> **To do**
Among the lines of the records below, copy those that hold the word "tspan".

> **Source material**

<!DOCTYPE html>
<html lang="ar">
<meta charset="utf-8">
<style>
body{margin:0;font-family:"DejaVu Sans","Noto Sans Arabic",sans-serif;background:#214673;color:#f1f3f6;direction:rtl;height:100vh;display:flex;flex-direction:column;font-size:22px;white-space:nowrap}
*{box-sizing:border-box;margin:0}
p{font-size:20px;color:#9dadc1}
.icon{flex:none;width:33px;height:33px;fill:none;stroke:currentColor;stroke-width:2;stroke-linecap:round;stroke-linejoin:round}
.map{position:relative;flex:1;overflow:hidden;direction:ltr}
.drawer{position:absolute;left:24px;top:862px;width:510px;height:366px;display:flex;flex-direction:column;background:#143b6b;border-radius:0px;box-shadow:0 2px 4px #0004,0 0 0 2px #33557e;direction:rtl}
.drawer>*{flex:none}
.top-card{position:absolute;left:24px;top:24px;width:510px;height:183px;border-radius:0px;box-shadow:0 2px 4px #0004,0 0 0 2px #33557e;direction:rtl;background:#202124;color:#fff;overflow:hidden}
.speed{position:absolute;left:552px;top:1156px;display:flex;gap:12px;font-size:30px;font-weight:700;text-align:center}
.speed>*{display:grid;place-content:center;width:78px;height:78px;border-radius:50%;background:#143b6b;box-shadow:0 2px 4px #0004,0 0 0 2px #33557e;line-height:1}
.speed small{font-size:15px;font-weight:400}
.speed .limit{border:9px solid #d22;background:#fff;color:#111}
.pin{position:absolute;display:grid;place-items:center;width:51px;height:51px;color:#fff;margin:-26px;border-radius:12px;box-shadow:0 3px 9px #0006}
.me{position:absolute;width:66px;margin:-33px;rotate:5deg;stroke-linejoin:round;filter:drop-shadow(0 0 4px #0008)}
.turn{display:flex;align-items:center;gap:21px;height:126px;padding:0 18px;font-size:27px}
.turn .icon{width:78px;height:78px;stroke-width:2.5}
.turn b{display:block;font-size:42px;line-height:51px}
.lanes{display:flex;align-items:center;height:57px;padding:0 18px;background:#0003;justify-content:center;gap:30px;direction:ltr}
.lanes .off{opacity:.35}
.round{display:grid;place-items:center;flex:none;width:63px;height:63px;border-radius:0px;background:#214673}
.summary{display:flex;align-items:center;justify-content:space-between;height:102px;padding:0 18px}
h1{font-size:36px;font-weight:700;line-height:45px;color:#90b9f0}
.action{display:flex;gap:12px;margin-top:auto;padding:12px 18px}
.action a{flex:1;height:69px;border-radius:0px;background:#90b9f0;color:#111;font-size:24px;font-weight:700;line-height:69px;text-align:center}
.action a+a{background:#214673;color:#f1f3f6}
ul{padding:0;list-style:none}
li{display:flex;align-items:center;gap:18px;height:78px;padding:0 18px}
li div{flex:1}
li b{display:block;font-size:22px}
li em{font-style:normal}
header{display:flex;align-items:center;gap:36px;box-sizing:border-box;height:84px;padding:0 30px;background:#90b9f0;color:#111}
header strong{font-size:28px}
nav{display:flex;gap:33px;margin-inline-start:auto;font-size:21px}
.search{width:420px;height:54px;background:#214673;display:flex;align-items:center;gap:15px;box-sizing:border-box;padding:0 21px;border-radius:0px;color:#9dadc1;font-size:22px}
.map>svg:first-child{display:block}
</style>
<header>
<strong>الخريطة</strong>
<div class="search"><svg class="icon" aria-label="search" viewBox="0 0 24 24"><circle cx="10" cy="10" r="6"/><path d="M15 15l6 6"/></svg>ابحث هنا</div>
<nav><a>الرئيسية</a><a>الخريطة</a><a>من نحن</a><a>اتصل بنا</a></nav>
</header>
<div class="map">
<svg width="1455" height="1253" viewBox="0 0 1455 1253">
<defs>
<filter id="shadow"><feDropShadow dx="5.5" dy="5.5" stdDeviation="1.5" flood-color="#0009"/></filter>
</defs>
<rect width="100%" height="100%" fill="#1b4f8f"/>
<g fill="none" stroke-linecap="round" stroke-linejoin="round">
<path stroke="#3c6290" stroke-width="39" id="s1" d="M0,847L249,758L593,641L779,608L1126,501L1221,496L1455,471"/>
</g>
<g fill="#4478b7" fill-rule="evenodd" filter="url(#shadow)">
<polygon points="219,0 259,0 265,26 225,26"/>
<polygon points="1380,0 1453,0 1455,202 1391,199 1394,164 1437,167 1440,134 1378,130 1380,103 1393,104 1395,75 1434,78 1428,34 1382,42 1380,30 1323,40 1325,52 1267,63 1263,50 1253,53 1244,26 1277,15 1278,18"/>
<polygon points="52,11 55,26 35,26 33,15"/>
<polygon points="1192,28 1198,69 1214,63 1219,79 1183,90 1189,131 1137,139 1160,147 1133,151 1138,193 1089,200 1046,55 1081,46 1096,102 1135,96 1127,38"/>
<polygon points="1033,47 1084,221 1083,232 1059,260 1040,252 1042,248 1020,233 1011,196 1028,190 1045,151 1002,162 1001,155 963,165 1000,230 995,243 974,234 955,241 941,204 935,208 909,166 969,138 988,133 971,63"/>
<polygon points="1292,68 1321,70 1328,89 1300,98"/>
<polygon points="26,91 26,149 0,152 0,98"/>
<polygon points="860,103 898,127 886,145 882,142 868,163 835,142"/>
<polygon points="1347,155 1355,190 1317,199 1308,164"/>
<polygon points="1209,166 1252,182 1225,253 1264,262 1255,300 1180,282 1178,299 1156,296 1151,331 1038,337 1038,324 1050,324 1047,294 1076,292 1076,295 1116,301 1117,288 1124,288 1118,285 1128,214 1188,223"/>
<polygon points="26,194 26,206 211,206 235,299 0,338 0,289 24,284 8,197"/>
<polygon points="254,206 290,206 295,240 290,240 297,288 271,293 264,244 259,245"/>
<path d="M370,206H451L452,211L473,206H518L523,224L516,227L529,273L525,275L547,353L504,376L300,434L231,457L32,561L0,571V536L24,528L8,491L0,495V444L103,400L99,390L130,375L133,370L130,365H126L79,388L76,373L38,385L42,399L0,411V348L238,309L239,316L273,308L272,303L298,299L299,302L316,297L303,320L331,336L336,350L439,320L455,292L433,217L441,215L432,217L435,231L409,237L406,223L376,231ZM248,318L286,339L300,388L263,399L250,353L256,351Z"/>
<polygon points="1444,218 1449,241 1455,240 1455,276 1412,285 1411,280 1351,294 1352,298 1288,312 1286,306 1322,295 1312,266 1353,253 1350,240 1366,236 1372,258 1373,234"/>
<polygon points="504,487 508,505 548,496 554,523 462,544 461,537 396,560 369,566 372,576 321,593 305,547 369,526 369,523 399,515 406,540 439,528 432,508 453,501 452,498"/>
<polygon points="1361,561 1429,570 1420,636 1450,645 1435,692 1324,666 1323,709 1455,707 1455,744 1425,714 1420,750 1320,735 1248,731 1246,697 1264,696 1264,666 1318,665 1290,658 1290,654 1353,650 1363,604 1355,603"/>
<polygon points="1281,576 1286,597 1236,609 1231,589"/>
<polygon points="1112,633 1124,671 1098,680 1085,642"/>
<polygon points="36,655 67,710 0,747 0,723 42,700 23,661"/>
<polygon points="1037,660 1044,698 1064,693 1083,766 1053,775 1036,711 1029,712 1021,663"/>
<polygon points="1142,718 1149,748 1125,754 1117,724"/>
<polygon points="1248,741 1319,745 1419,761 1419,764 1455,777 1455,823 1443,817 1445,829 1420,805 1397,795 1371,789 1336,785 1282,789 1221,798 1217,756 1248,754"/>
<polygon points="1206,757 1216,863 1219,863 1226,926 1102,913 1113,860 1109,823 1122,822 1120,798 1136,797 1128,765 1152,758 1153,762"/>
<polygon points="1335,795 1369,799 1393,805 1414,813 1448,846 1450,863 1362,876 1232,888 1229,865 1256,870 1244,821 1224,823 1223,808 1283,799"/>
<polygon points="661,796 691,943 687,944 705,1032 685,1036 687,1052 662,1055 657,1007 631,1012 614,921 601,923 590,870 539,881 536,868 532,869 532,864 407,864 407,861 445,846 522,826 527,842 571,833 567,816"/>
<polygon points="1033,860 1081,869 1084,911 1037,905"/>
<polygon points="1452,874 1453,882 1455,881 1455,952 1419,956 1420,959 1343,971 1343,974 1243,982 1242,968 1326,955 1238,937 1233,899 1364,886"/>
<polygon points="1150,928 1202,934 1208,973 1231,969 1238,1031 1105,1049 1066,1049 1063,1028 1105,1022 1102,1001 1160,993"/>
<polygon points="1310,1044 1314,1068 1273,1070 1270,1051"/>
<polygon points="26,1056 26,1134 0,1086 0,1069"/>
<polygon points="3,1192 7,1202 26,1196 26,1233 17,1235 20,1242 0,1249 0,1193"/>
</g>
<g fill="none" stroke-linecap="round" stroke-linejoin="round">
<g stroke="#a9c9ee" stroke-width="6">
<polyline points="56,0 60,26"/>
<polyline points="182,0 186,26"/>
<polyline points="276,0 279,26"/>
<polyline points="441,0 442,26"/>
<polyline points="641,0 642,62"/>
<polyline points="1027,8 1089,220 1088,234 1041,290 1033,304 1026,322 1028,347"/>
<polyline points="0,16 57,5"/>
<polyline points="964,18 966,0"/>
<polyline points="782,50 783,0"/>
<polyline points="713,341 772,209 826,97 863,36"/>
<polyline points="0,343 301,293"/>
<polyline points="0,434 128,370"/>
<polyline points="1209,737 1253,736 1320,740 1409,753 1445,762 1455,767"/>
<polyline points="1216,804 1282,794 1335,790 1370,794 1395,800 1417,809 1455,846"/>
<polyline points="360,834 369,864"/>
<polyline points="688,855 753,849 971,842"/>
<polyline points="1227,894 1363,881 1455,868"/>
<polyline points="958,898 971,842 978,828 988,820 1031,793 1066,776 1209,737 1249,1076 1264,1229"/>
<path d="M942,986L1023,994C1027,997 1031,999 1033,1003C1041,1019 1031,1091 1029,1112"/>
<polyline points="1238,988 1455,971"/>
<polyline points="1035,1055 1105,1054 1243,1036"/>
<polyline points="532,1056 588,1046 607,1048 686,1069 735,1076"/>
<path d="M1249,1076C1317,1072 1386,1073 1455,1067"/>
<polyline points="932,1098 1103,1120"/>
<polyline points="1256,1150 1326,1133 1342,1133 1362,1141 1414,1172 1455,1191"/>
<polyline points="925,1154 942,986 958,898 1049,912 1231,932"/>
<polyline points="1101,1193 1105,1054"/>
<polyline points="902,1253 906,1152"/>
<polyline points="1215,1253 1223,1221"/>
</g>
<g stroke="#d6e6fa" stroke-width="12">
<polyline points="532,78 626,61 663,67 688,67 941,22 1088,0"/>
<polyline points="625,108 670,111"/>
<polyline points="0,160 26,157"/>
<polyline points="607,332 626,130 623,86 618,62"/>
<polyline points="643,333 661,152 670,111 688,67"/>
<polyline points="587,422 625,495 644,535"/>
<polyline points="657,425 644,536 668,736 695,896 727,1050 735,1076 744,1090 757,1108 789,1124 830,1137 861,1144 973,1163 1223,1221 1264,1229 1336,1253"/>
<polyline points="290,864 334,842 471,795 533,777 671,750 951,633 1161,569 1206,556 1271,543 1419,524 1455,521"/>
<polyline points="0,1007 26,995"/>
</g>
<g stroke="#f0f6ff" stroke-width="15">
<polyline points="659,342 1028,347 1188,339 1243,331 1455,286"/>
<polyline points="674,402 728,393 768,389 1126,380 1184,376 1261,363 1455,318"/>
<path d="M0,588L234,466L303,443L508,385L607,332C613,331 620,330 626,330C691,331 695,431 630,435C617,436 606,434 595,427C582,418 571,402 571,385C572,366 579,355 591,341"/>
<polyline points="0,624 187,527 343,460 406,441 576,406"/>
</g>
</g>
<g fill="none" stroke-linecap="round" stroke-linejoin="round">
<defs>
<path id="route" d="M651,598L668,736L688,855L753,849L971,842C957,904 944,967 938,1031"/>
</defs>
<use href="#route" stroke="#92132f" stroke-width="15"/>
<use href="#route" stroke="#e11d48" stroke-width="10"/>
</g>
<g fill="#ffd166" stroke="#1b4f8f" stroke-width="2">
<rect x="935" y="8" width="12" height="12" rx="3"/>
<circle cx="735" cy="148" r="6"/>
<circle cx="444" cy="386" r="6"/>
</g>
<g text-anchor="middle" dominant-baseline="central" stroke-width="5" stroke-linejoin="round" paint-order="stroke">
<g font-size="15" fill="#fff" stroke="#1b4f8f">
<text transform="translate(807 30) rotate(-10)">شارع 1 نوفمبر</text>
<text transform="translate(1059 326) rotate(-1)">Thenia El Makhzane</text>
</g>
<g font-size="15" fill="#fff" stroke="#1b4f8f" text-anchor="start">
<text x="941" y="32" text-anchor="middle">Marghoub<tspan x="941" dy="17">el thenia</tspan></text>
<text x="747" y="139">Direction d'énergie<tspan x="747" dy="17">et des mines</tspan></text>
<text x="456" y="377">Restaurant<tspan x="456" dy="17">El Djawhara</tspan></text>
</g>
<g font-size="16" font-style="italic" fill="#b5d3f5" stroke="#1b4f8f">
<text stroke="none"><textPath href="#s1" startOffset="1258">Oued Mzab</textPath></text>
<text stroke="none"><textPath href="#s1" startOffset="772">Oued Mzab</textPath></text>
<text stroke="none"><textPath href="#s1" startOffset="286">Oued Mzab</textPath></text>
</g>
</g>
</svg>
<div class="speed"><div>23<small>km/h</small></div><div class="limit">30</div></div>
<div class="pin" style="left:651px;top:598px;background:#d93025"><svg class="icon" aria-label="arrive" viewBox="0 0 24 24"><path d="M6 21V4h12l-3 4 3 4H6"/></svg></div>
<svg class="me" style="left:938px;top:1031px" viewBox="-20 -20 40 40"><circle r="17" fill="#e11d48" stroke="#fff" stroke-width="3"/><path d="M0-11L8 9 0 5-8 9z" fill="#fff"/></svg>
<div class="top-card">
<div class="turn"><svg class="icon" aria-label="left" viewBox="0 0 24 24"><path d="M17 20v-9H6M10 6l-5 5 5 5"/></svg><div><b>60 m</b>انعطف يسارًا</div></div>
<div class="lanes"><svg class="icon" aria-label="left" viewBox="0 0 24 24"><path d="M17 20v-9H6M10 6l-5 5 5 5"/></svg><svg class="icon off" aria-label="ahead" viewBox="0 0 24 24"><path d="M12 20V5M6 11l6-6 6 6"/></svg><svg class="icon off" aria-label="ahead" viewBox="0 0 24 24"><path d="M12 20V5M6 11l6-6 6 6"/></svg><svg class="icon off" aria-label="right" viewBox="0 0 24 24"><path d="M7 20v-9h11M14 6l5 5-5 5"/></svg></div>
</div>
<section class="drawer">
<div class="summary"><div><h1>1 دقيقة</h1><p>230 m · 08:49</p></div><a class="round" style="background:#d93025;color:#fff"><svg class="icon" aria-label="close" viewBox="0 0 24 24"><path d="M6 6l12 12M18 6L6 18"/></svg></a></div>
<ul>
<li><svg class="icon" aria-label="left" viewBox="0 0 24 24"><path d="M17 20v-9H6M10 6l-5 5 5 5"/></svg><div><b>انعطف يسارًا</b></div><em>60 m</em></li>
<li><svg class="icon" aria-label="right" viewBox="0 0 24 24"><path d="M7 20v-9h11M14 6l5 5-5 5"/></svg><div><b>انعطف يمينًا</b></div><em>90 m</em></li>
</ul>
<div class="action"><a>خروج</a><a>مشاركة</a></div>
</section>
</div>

> **Finished exercise**
<text x="941" y="32" text-anchor="middle">Marghoub<tspan x="941" dy="17">el thenia</tspan></text>
<text x="747" y="139">Direction d'énergie<tspan x="747" dy="17">et des mines</tspan></text>
<text x="456" y="377">Restaurant<tspan x="456" dy="17">El Djawhara</tspan></text>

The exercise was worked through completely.